--- Input material Enclosed Below ---

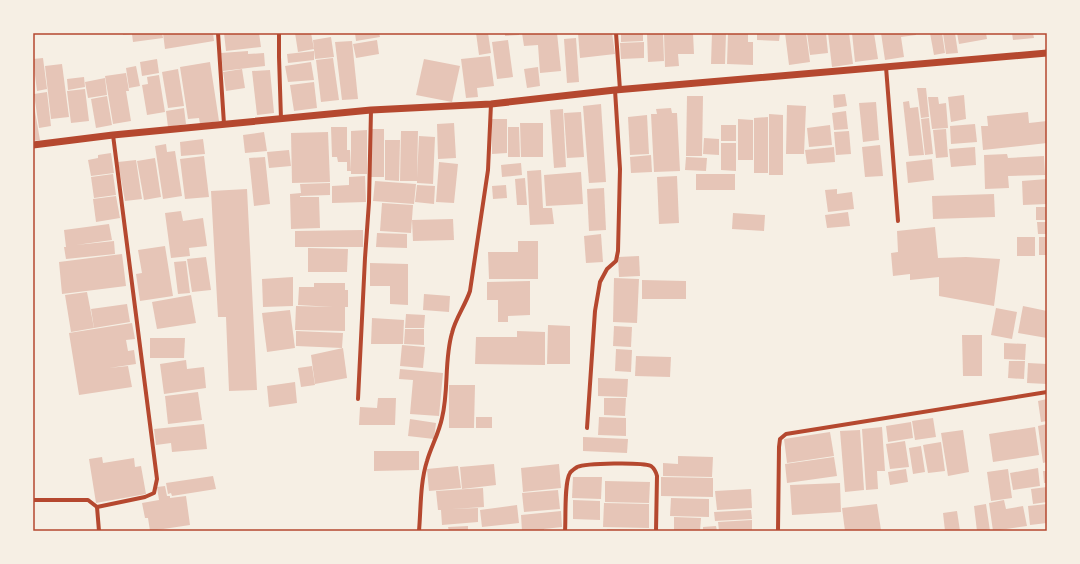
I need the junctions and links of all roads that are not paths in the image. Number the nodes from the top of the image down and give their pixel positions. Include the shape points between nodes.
1 (218, 33) edge
2 (279, 33) edge
3 (616, 33) edge
4 (1047, 53) edge
5 (886, 67) junction
6 (617, 90) junction
7 (491, 104) junction
8 (371, 110) junction
9 (281, 119) junction
10 (224, 124) junction
11 (113, 136) junction
12 (33, 145) edge
13 (898, 222) dead end
14 (1047, 392) edge
15 (358, 398) dead end
16 (587, 428) dead end
17 (33, 500) edge
18 (97, 507) junction
19 (99, 531) edge
20 (419, 531) edge
21 (565, 531) edge
22 (656, 531) edge
23 (778, 531) edge

1 - 10 street
2 - 9 street
3 - 6 street
4 - 5 street
5 - 6 street
5 - 13 street
6 - 7 street
6 - 16 street via 620,169 618,252 616,261 607,269 600,282
7 - 8 street
7 - 20 street via 488,170 470,291 453,326 442,418 424,475
8 - 9 street
8 - 15 street via 369,202
9 - 10 street
10 - 11 street
11 - 12 street
11 - 18 street via 157,479 154,493
14 - 23 street via 786,434 780,439 779,446
17 - 18 street via 84,499
18 - 19 street
21 - 22 street via 567,483 570,473 577,467 591,464 640,464 650,466 657,476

--- End of Enclosed Input material ---

Required work
Exactly reproduce the entries above, minus the pictures.

Reply to the task
I need the junctions and links of all roads that are not paths in the image. Number the nodes from the top of the image down and give their pixel positions. Include the shape points between nodes.
1 (218, 33) edge
2 (279, 33) edge
3 (616, 33) edge
4 (1047, 53) edge
5 (886, 67) junction
6 (617, 90) junction
7 (491, 104) junction
8 (371, 110) junction
9 (281, 119) junction
10 (224, 124) junction
11 (113, 136) junction
12 (33, 145) edge
13 (898, 222) dead end
14 (1047, 392) edge
15 (358, 398) dead end
16 (587, 428) dead end
17 (33, 500) edge
18 (97, 507) junction
19 (99, 531) edge
20 (419, 531) edge
21 (565, 531) edge
22 (656, 531) edge
23 (778, 531) edge

1 - 10 street
2 - 9 street
3 - 6 street
4 - 5 street
5 - 6 street
5 - 13 street
6 - 7 street
6 - 16 street via 620,169 618,252 616,261 607,269 600,282
7 - 8 street
7 - 20 street via 488,170 470,291 453,326 442,418 424,475
8 - 9 street
8 - 15 street via 369,202
9 - 10 street
10 - 11 street
11 - 12 street
11 - 18 street via 157,479 154,493
14 - 23 street via 786,434 780,439 779,446
17 - 18 street via 84,499
18 - 19 street
21 - 22 street via 567,483 570,473 577,467 591,464 640,464 650,466 657,476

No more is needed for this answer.